Hydraulic nut and bolt fastening arrangement This invention relates to a nut and bolt fastening arrangement and in particular to an arrangement of the type in which a precise compressive force is imposed on bodies held between the nut and bolt by pretensioning the bolt by means of a hydraulic load cell incorporated into the nut and maintaining a residual tensile stress by juxtaposition of physically retained parts of the nut.

Nuts of this general type are known as hydraulic nuts, being used on conventional threaded bolts in place of conventional nuts where conditions of size, space loading and accuracy preclude the use of such conventional nuts.

A typical nut and bolt fastening arrangement employing such a hydraulic nut known per se is shown in sectional elevation in Figure 1.

Two bodies, such as flanges 11 and 12, are held in compression by a bolt 13 passing through aligned aperture pair 14 and having a head 15 abutting one flange 11. The shank of 16 of the bolt has at its other end a threaded end portion 17.

A hydraulic nut 18 has a first annular component 19, the nut body, having an inner annular surface 20 threaded along its length and is disposed on the bolt such that the threaded surface 20 operatively surrounds and coacts with the threaded end 17 of the bolt. The end face 21 of the first component facing towards the flange 12 has an annular recess 22 therein.

A second component of the nut comprises an annular load ring member 23 that has a substantially flat lower face 24 for bearing against flange 12 and an upper face 25 carrying an upstanding annular rib 26 which extends into the recess 22. The upstanding rib 26 forms a sliding fit in the recess and has its upper end formed as, or supportive of, a fluid seal 27 that defines with the recess a fluid chamber 28. A fluid duct 29 extends through the first body and provides access to the chamber for hydraulic fluid at high pressure, and the recess thereby forms a cylinder and the rib 26 a piston member axially displaceable with respect to the cylinder.
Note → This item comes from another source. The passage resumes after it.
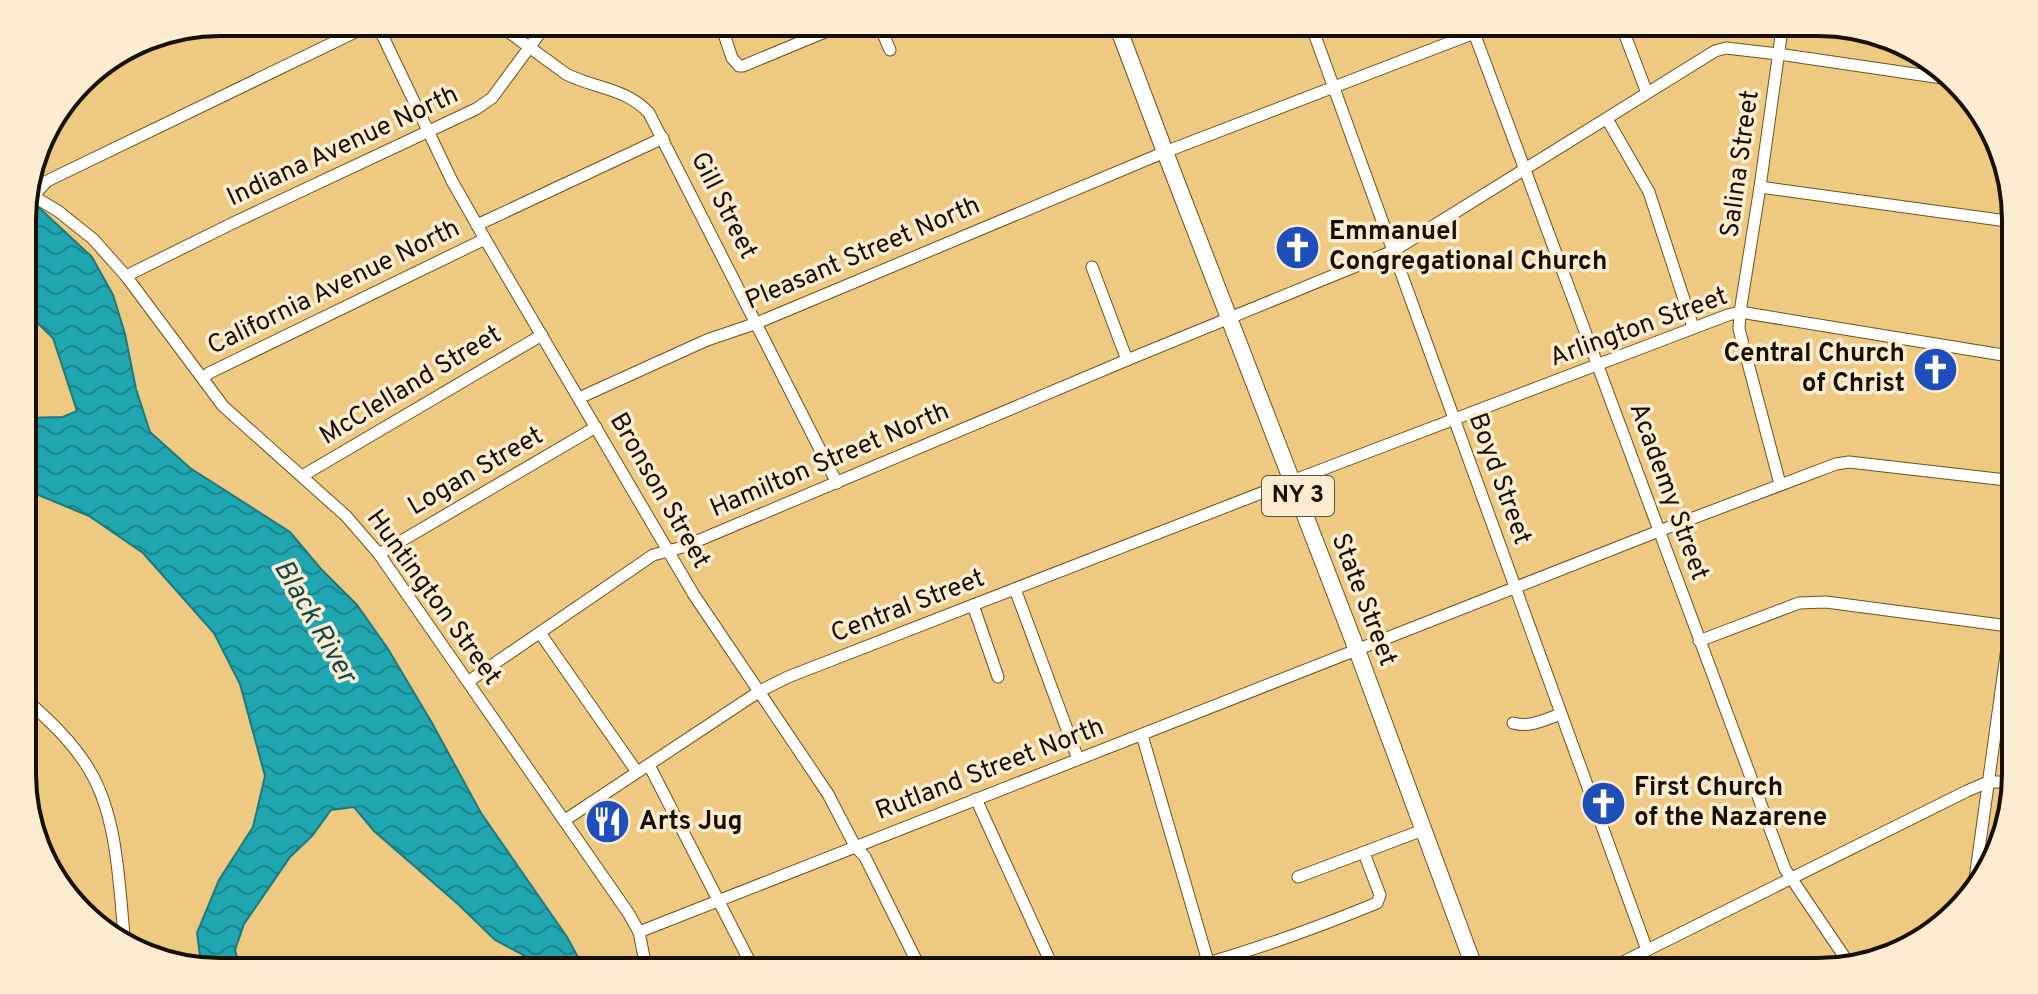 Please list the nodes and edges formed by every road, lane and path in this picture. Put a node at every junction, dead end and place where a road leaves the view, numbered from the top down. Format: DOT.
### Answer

The outer annular surface 30 of the first component is optionally threaded and supports coaxially therewith a co operatively threaded third annular component 31 of the nut, which can be rotated about the first component to be displaced axially to and from the second component 23 to form a locking ring.

In operation, with the piston formed by rib 26 fully retracted into the cylinder formed by recess 22, the hydraulic nut is screwed onto the end portion of the bolt until the load ring abuts the flange 12. Fluid at high pressure is introduced the annular chamber 28 and attempts to displace the rib axially from the recess, reaction to abutment pressure between the load ring and the flange tending to displace the nut body and the bolt end away from the flanges and introduce a level of pre-tension to the bolt in accordance with the level of fluid pressure.

When a suitable level of pre-tension has been achieved on the bolt the locking ring is run along the nut body into abutment with the load ring, or into direct abutment with the flange 12, after which the fluid pressure is vented and the residual tension is maintained in the bolt by way of the relatively long threaded inner and outer annular surfaces of the nut body 19 and the axial force exerted on the end of the locking ring by the flange 12, either directly or indirectly by way of the load ring.

It will be appreciated that the maintenance of residual bolt tension by the physical juxtaposition of the component parts of the hydraulic nut may be achieved by other than a separate threaded locking ring 31, such as by the introduction of shims into the gap 32 formed between the lower face 21 of the nut body and the upper face 26 of the load ring.

It is often necessary to install such nut and bolt arrangements in close proximity and where the minimum obtainable bolt spacing pitch, that is, distance between adjacent bolt centres, is inadequate but limited by the dimensions of the bolt and nut that are necessary to withstand the various forces involved.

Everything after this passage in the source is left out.